The Theme
This map shows, for the populated area of each census division, the likely effect of an unexpectedly large increase in the period 1990 to 2010 in retail fuel price on the
average fuel efficiency of light-duty vehicles. The years, 1990 and 2010, are the base year and the target year, respectively, for greenhouse gas reductions for the
Kyoto Protocol. The fuel efficiency effect is measured in terms of the net improvement of the average fuel efficiency of light-duty vehicles from the model year 1990 to
2010 due to this unusual increase. An alternative layer is provided in this map to show the improvement of average light-duty vehicle fuel efficiency under a
business-as-usual scenario. The business-as-usual case assumes that there will be no unexpected changes in vehicle factors and no additional policy intervention
from 1990 to 2010.
The average fuel efficiency of light-duty vehicles, which measures
miles travelled per gallon, was calculated for each census division,
by averaging the tested fuel efficiency rating for each vehicle's
class, weighted by that class' market share in the census division.
The values of net improvement of the average fuel efficiency in
response to an unexpected fuel price increase were derived by comparing
the projection of average fuel efficiency under a fuel-price increase
scenario, and the projection under a business-as-usual scenario.
The fuel-price increase scenario assumes, for the 1990 to 2010 period,
a retail fuel price increase of $0.50 per litre in addition to its
changes provided by the business-as-usual case, while other assumptions
are the same as for the business-as-usual case.
Light-duty vehicles include all cars and light trucks. The light-duty vehicle size classes, defined by the US Environment Protection Agency, were adopted for the
vehicle classification. This classification has 15 classes: six classes for automobiles, six classes for light trucks, and three classes for station wagons.
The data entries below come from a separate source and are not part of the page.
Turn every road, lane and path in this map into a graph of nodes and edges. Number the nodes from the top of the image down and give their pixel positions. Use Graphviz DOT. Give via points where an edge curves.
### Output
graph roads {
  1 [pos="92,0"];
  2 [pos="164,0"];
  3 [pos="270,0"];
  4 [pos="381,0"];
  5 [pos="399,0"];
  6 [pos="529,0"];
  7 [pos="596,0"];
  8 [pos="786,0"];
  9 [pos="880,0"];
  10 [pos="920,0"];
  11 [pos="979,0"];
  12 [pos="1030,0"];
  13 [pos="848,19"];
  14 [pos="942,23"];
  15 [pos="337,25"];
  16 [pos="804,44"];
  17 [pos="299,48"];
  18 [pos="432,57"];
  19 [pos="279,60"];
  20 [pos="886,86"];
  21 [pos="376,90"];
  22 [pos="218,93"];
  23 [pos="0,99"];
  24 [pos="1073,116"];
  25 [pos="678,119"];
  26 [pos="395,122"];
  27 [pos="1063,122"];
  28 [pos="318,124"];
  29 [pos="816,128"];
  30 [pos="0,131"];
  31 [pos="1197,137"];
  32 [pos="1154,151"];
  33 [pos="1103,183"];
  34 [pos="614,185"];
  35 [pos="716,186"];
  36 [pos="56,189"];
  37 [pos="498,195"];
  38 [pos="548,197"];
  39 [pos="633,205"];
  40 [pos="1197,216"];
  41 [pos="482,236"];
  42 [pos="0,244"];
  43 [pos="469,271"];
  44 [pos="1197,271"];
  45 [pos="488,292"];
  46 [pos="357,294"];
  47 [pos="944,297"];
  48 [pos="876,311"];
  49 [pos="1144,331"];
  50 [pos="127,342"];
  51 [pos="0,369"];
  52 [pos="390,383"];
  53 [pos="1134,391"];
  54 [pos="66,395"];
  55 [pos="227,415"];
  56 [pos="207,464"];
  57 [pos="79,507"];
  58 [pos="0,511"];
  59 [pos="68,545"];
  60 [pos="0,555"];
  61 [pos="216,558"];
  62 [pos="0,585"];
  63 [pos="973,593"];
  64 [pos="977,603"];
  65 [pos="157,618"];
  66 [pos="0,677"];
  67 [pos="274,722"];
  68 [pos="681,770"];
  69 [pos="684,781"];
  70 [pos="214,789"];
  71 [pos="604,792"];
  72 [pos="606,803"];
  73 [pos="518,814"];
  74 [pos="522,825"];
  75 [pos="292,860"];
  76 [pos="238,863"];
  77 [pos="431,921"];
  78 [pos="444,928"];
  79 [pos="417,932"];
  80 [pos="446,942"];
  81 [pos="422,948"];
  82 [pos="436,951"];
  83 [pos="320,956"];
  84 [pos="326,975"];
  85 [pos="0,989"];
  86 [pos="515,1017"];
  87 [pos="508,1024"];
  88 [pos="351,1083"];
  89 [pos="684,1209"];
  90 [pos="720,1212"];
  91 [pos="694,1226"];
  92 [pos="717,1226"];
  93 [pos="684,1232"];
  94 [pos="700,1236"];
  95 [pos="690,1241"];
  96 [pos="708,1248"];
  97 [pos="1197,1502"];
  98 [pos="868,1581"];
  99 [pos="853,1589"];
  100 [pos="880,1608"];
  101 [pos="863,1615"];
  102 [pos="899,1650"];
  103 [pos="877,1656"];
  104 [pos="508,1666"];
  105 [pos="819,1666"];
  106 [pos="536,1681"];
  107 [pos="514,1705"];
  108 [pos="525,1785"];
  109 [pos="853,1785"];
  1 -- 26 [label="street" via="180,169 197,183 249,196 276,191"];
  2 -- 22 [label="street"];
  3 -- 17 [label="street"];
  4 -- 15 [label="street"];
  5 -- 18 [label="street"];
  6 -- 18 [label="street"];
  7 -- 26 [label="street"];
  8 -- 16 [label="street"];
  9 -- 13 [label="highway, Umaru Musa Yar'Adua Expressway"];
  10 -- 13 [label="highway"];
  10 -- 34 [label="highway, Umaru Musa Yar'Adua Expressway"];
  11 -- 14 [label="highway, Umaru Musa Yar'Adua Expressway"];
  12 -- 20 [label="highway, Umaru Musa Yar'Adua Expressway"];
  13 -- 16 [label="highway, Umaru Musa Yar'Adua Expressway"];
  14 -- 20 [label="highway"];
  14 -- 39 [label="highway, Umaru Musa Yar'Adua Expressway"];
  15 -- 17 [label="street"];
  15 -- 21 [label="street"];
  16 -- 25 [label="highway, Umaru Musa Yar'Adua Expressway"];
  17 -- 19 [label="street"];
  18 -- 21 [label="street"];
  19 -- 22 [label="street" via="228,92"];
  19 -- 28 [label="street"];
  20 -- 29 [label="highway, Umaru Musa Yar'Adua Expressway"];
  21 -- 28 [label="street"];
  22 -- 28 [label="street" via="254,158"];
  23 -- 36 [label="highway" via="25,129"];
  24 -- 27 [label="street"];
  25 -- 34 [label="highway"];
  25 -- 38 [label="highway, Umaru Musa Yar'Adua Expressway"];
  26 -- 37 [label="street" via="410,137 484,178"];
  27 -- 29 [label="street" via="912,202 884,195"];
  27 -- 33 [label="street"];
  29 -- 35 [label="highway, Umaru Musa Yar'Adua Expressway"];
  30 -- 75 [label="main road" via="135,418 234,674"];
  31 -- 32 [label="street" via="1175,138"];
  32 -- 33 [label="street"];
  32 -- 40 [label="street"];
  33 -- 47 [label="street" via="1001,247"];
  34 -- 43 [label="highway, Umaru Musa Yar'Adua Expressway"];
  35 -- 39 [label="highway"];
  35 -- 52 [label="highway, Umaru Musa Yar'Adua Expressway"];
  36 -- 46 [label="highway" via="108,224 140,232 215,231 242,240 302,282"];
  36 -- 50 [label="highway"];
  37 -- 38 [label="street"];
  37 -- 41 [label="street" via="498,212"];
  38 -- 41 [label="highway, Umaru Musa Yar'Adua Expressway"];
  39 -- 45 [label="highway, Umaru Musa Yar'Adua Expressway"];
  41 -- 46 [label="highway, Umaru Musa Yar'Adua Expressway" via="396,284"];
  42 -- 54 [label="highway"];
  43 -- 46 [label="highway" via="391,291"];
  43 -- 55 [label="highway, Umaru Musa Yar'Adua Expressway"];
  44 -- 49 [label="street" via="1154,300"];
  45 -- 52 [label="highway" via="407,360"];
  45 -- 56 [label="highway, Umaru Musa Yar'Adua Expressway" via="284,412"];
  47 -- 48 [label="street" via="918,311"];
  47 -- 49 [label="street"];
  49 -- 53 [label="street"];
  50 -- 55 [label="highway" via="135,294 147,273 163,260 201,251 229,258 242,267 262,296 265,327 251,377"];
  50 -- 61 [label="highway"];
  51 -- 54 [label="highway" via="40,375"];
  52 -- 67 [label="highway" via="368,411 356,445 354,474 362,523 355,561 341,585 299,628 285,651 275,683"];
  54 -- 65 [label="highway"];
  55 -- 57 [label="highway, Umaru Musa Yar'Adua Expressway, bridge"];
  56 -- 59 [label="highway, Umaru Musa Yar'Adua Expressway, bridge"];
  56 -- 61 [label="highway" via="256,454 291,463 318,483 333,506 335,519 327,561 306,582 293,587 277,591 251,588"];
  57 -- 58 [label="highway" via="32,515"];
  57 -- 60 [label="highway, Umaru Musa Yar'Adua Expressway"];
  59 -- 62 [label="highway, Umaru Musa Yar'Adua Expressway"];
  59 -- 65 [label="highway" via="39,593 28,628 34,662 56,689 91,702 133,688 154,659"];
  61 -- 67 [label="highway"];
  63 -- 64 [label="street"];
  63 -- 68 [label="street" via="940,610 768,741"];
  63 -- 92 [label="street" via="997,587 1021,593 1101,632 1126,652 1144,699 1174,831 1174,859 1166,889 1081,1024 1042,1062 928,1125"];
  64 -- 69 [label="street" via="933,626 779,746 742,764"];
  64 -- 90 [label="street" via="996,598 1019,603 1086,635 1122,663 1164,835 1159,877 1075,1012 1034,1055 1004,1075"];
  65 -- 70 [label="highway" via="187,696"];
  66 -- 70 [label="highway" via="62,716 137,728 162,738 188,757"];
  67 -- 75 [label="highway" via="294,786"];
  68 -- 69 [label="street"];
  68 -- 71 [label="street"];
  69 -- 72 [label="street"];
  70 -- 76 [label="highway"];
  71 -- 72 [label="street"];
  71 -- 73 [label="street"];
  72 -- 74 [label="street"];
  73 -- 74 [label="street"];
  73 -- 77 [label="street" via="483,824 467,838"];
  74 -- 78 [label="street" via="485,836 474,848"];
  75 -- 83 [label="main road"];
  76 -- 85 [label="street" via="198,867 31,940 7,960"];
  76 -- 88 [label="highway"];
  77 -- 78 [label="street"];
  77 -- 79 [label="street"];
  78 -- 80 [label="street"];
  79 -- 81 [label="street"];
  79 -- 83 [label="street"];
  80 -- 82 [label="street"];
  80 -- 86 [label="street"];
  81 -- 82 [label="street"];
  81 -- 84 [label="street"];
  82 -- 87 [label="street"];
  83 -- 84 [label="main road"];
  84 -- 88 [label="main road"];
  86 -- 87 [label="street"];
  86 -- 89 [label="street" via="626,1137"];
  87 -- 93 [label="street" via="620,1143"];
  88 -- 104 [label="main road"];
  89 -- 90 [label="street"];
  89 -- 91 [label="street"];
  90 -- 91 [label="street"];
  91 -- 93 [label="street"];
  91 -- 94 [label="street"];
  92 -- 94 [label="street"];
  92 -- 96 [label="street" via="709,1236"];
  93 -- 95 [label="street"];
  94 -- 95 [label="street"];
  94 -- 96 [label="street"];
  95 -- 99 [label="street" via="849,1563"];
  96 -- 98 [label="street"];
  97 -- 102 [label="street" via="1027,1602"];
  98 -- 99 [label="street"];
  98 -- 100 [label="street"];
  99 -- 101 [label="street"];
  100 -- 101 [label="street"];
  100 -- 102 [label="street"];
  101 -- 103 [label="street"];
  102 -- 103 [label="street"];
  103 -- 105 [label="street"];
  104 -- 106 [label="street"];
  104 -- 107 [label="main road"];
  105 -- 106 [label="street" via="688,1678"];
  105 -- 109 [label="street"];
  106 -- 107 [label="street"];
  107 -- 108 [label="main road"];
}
Among these
15 classes, seven prominent classes account for the large majority of new light-duty vehicle sales in each census division. The prominent classes are subcompact
cars, compact cars, midsize cars, large cars, small vans, small utility vehicles and large pickups. The remaining classes include two seater cars, minicompacts,
small pickups, large vans, large utility vehicles, and three size classes of wagons.
Relation to Climate Change
Because vehicles consume a substantial part of energy in Canada, average vehicle fuel efficiency is an important indicator for greenhouse gas emission and climate
change policy making. The lower the fuel efficiency, the higher the emission per vehicle, and, consequently, the greater its contribution to greenhouse gas production.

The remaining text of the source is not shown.